There is a further reason to take such a question seriously. Virtually all European market towns were architecturally designed to achieve the most efficient geographical contact with the immediate countryside. Country roads converge on town market places. There is something sad in seeing these once vibrant centres of local trade now occupied by businesses having no connection with the surrounding hinterland.
The most efficient and ecologically benign way of supplying a 12,000 population market town would be to engage the closest 5,000 acres of productive agricultural land in meeting this demand. Repeated over and over again across Poland or any other nation, this exercise would effectively utilise much of our agricultural acreage to fulfil the local requirements of the home market with the very minimum of food miles and long shelf life processing and packaging, and significantly reduce the need to be dependent on an export market largely controlled by predatory multinationals such as Coca Cola, MacDonalds, and Tesco.
But why should the principle stop at food?
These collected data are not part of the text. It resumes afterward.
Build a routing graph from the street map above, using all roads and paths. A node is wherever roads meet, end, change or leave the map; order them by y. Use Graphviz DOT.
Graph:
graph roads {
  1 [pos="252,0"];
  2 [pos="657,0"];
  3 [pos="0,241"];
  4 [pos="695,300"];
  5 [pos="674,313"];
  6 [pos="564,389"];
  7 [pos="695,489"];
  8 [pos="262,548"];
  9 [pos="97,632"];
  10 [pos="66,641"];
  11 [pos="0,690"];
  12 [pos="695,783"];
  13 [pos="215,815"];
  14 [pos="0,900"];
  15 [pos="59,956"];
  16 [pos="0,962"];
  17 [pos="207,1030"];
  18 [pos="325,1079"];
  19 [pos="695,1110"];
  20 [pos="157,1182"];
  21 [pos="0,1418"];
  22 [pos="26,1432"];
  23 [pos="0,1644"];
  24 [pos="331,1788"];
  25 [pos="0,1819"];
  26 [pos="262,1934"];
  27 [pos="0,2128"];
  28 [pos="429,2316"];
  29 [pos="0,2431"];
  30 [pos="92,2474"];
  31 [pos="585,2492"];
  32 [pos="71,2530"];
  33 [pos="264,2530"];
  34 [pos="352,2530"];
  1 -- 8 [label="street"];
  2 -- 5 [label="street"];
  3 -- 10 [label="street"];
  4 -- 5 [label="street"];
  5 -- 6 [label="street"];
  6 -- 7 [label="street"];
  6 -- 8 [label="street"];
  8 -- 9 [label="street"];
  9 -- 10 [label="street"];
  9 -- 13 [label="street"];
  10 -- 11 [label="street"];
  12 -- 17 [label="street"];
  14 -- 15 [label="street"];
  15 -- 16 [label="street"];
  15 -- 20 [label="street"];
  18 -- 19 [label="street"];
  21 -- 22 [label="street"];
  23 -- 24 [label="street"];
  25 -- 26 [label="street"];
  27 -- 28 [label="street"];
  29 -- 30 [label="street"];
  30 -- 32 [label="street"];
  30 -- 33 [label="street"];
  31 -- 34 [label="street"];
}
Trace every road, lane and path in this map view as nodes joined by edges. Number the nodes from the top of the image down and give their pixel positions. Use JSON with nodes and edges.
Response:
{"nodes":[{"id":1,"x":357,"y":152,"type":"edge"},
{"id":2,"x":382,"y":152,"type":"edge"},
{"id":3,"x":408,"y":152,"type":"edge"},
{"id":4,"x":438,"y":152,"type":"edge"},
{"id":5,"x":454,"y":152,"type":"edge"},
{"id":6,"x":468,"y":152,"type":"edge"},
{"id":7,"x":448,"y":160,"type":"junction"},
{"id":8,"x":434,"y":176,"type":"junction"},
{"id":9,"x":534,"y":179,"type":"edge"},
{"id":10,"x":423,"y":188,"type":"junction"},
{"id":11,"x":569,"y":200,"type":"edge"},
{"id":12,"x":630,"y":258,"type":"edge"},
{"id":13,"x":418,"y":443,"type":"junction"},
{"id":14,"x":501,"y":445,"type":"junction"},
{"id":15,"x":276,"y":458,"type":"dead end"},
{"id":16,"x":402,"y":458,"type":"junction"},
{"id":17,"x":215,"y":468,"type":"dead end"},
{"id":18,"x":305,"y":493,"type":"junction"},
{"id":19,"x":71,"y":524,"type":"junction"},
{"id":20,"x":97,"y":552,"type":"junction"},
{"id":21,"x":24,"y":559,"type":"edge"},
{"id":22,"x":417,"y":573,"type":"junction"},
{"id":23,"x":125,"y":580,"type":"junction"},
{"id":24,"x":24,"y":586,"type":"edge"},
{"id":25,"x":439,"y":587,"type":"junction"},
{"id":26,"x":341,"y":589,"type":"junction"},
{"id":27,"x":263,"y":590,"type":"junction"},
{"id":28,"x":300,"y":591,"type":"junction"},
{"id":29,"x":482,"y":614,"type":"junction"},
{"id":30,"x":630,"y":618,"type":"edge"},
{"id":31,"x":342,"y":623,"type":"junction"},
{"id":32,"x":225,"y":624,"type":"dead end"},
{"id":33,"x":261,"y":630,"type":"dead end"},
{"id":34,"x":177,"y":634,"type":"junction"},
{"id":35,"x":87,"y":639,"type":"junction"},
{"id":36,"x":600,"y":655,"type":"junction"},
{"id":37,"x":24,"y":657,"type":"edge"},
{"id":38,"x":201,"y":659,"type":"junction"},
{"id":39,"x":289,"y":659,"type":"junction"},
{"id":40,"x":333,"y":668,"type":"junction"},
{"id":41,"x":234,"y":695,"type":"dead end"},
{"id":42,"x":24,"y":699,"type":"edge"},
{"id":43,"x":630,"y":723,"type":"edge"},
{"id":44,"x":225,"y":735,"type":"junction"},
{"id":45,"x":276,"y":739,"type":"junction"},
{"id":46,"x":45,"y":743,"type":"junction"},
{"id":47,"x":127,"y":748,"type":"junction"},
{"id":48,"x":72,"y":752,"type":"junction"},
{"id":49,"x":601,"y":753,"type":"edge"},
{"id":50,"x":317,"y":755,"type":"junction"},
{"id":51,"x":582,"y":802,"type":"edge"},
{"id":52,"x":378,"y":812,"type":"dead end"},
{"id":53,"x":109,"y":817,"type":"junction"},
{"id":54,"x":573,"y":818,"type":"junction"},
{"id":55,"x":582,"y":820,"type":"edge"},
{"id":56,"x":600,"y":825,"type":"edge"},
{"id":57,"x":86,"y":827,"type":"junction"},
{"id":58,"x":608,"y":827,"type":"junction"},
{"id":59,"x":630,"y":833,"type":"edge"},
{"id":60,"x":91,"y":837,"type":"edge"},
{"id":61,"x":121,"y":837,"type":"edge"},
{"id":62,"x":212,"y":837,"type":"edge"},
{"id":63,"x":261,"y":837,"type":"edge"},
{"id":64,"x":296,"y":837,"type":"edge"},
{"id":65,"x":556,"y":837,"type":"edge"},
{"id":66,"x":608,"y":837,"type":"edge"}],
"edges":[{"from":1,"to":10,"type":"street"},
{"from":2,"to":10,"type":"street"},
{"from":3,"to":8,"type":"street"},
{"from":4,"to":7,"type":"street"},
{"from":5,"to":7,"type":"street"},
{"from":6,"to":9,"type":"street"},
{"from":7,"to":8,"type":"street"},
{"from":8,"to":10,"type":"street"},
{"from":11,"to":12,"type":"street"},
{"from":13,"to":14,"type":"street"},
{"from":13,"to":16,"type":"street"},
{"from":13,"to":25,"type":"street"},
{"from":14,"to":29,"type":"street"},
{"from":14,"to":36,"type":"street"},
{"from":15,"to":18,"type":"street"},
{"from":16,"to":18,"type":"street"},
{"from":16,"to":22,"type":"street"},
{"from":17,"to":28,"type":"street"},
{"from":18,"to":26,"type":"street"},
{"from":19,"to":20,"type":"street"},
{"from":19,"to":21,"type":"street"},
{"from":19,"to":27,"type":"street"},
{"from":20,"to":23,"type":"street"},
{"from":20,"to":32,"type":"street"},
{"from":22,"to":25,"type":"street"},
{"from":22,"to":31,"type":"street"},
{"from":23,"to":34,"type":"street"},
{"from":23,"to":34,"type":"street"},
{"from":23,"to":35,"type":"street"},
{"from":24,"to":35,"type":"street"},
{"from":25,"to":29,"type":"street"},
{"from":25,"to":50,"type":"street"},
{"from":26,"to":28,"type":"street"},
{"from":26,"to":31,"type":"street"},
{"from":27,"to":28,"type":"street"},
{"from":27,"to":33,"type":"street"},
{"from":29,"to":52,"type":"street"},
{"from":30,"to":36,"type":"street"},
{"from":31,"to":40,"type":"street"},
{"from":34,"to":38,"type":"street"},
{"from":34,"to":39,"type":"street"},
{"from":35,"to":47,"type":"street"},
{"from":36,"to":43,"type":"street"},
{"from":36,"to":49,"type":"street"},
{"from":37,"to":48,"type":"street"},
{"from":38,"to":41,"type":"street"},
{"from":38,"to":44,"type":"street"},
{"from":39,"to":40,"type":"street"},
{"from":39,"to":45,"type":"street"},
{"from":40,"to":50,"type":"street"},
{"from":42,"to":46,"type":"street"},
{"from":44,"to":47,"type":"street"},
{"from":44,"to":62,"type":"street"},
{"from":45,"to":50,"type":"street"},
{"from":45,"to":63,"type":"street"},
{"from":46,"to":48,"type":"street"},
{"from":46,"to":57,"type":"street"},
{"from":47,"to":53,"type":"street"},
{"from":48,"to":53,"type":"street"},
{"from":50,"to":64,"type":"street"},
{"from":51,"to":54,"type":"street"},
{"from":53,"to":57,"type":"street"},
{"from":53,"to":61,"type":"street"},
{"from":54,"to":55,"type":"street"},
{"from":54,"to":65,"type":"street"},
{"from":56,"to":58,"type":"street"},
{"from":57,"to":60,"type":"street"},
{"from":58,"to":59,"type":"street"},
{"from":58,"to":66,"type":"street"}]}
We know we need to move away from our current dependency on finite fossil fuels. In much of the countryside, the potential for renewable resource exploitation is ignored. A typical 12,000 citizen market town has the capacity to draw virtually all its energy requirement from sustainable local resources. These will comprise biomass from neglected woodlands and new plantations, hydro power, methane, solar and wind power, supplemented initially by fossil fuel input. All these sustainable ventures also stimulate alternative land use and employment opportunities, and have the potential to support small farmers on their land.
Most European countries still rely heavily on mined, finite resources for industrial agricultural and domestic energy needs. In Poland, it is brown coal. Much is piped or hauled in, at very high cost, from sources hundreds of miles away. This encourages an irresponsible and ‘detached’ consumer view about energy availability, and does nothing to counteract the climatic changes associated with global warming. In the U.K. twenty million tons of rubbish (30% paper based) are added to landfill sites every year – much of it comes from completely unnecessary over-zealous food packaging. The situation in Poland is rapidly moving in the same direction. It should be stopped now.
Applying the proximity principle reverses this wasteful debacle. It can be applied to all county towns and villages surrounded by productive farmland. A modified system would have to be worked out for large cities such as Warsaw, but still based on the principle of local supply as far as possible. Overall surpluses to local and regional demand would be available for other undersupplied areas, and only then for export. Exotics would still be traded in the world market. Of course we will also have to develop new structures that encourage fresh blood into the farming culture.
But this will only be possible if there is an air of excitement and optimism about the future. The same spirit which will be needed to overcome the insidious threat of Genetic modification, which is, after all, simply an extension of the agrichemical, monocultural mentality which is destroying communities and impoverishing the land, from one end of the globe to the other.